(Exercise material begins)

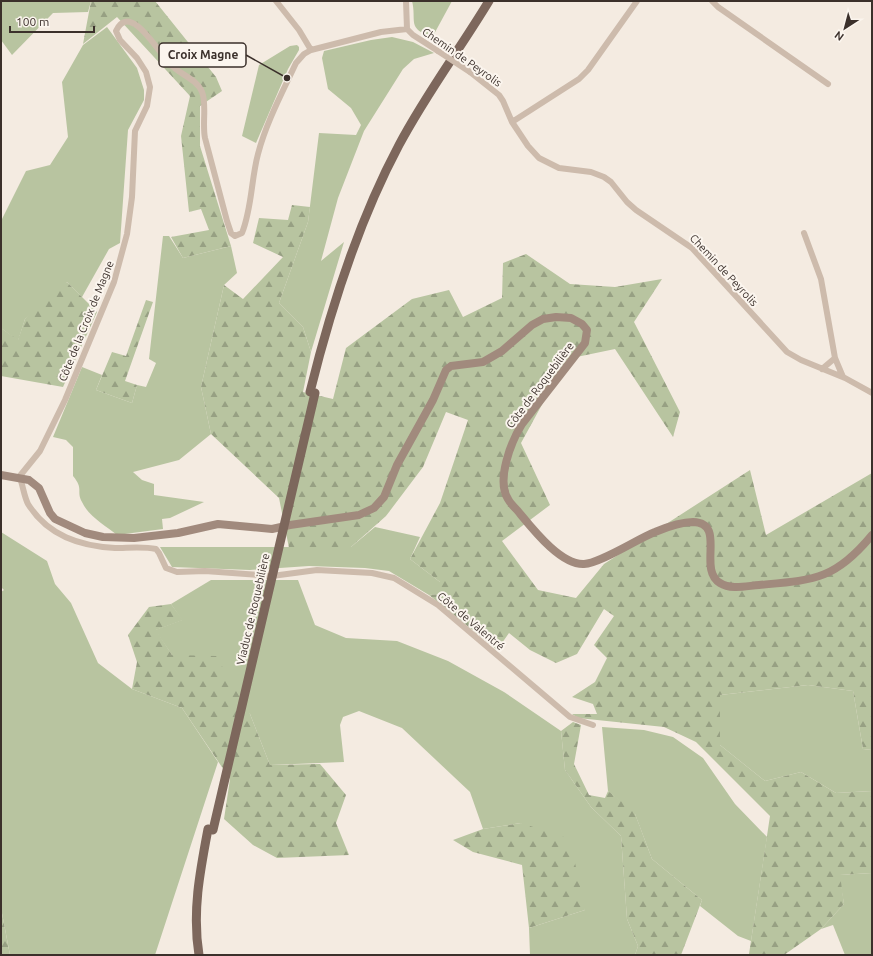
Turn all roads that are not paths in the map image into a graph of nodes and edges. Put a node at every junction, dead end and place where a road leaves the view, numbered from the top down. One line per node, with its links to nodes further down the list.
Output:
1 (276, 1): 7 (street)
2 (406, 1): 6 (street, Chemin de Peyrolis)
3 (490, 1): 21 (main road, Viaduc de Roquebilière, bridge)
4 (637, 1): 9 (street)
5 (712, 1): 8 (street)
6 (407, 29): 7 (street, Côte de la Croix de Magne); 9 (street, Chemin de Peyrolis, bridge)
7 (311, 50): 16 (street, Côte de la Croix de Magne)
8 (828, 84)
9 (512, 122): 12 (street, Chemin de Peyrolis)
10 (804, 233): 11 (street)
11 (835, 358): 12 (street); 13 (street)
12 (822, 369): 13 (street, Chemin de Peyrolis)
13 (843, 377): 14 (street, Chemin de Peyrolis)
14 (872, 393)
15 (1, 475): 16 (street)
16 (19, 477): 17 (street); 18 (street, Côte de Valentré)
17 (29, 480): 18 (street); 19 (street, Côte de Roquebilière)
18 (24, 489): 20 (street, Côte de Valentré)
19 (872, 535)
20 (593, 725)
21 (200, 955)

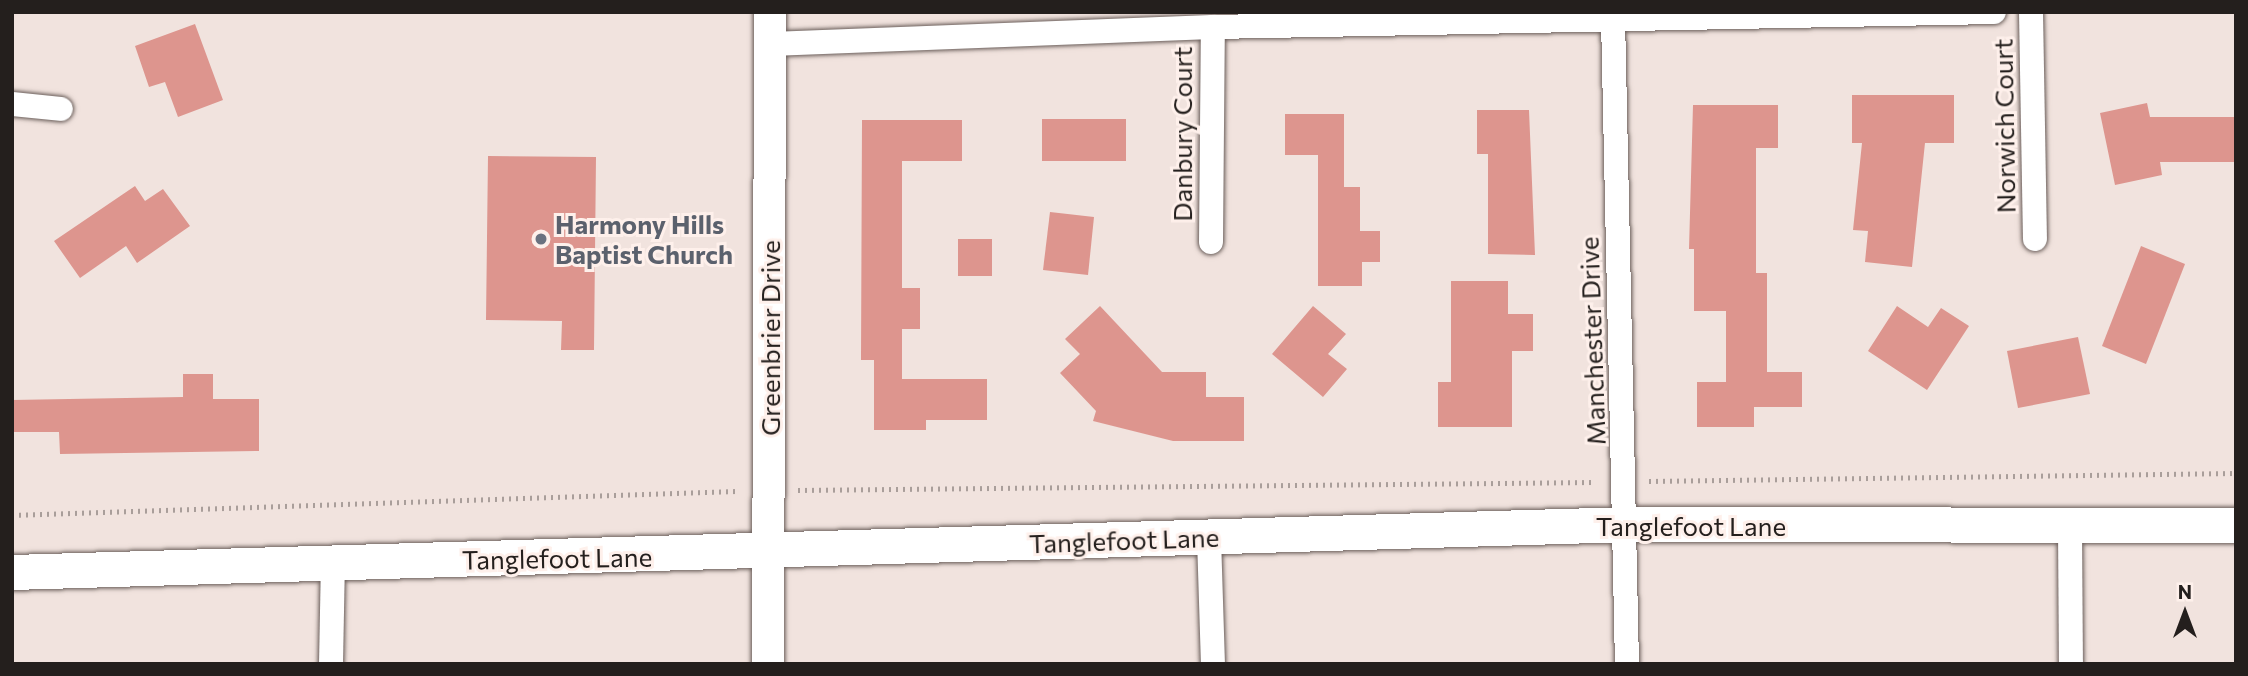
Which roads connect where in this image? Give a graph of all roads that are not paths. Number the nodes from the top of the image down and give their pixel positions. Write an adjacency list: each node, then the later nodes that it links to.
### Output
1 (770, 12): 6 (street, Greenbrier Drive)
2 (1994, 12): 4 (street)
3 (2031, 12): 9 (street, Norwich Court)
4 (1613, 18): 5 (street); 11 (street, Manchester Drive)
5 (1213, 27): 6 (street); 10 (street, Danbury Court)
6 (770, 44): 15 (street, Greenbrier Drive)
7 (12, 104): 8 (street)
8 (61, 109)
9 (2035, 239)
10 (1211, 242)
11 (1627, 524): 13 (main road, Tanglefoot Lane); 14 (main road, Tanglefoot Lane); 21 (street, Manchester Drive)
12 (2236, 525): 13 (main road, Tanglefoot Lane)
13 (2070, 528): 22 (street)
14 (1209, 538): 15 (main road, Tanglefoot Lane); 20 (street)
15 (769, 552): 16 (main road, Tanglefoot Lane); 19 (street, Greenbrier Drive)
16 (333, 563): 17 (main road, Tanglefoot Lane); 18 (street)
17 (12, 572)
18 (331, 664)
19 (768, 664)
20 (1213, 664)
21 (1627, 664)
22 (2071, 664)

(Exercise material ends)

The problem:
Once the pictures are dropped, repeat the data above exactly.

Answer section:
Turn all roads that are not paths in the map image into a graph of nodes and edges. Put a node at every junction, dead end and place where a road leaves the view, numbered from the top down. One line per node, with its links to nodes further down the list.
Output:
1 (276, 1): 7 (street)
2 (406, 1): 6 (street, Chemin de Peyrolis)
3 (490, 1): 21 (main road, Viaduc de Roquebilière, bridge)
4 (637, 1): 9 (street)
5 (712, 1): 8 (street)
6 (407, 29): 7 (street, Côte de la Croix de Magne); 9 (street, Chemin de Peyrolis, bridge)
7 (311, 50): 16 (street, Côte de la Croix de Magne)
8 (828, 84)
9 (512, 122): 12 (street, Chemin de Peyrolis)
10 (804, 233): 11 (street)
11 (835, 358): 12 (street); 13 (street)
12 (822, 369): 13 (street, Chemin de Peyrolis)
13 (843, 377): 14 (street, Chemin de Peyrolis)
14 (872, 393)
15 (1, 475): 16 (street)
16 (19, 477): 17 (street); 18 (street, Côte de Valentré)
17 (29, 480): 18 (street); 19 (street, Côte de Roquebilière)
18 (24, 489): 20 (street, Côte de Valentré)
19 (872, 535)
20 (593, 725)
21 (200, 955)

Which roads connect where in this image? Give a graph of all roads that are not paths. Number the nodes from the top of the image down and give their pixel positions. Write an adjacency list: each node, then the later nodes that it links to.
### Output
1 (770, 12): 6 (street, Greenbrier Drive)
2 (1994, 12): 4 (street)
3 (2031, 12): 9 (street, Norwich Court)
4 (1613, 18): 5 (street); 11 (street, Manchester Drive)
5 (1213, 27): 6 (street); 10 (street, Danbury Court)
6 (770, 44): 15 (street, Greenbrier Drive)
7 (12, 104): 8 (street)
8 (61, 109)
9 (2035, 239)
10 (1211, 242)
11 (1627, 524): 13 (main road, Tanglefoot Lane); 14 (main road, Tanglefoot Lane); 21 (street, Manchester Drive)
12 (2236, 525): 13 (main road, Tanglefoot Lane)
13 (2070, 528): 22 (street)
14 (1209, 538): 15 (main road, Tanglefoot Lane); 20 (street)
15 (769, 552): 16 (main road, Tanglefoot Lane); 19 (street, Greenbrier Drive)
16 (333, 563): 17 (main road, Tanglefoot Lane); 18 (street)
17 (12, 572)
18 (331, 664)
19 (768, 664)
20 (1213, 664)
21 (1627, 664)
22 (2071, 664)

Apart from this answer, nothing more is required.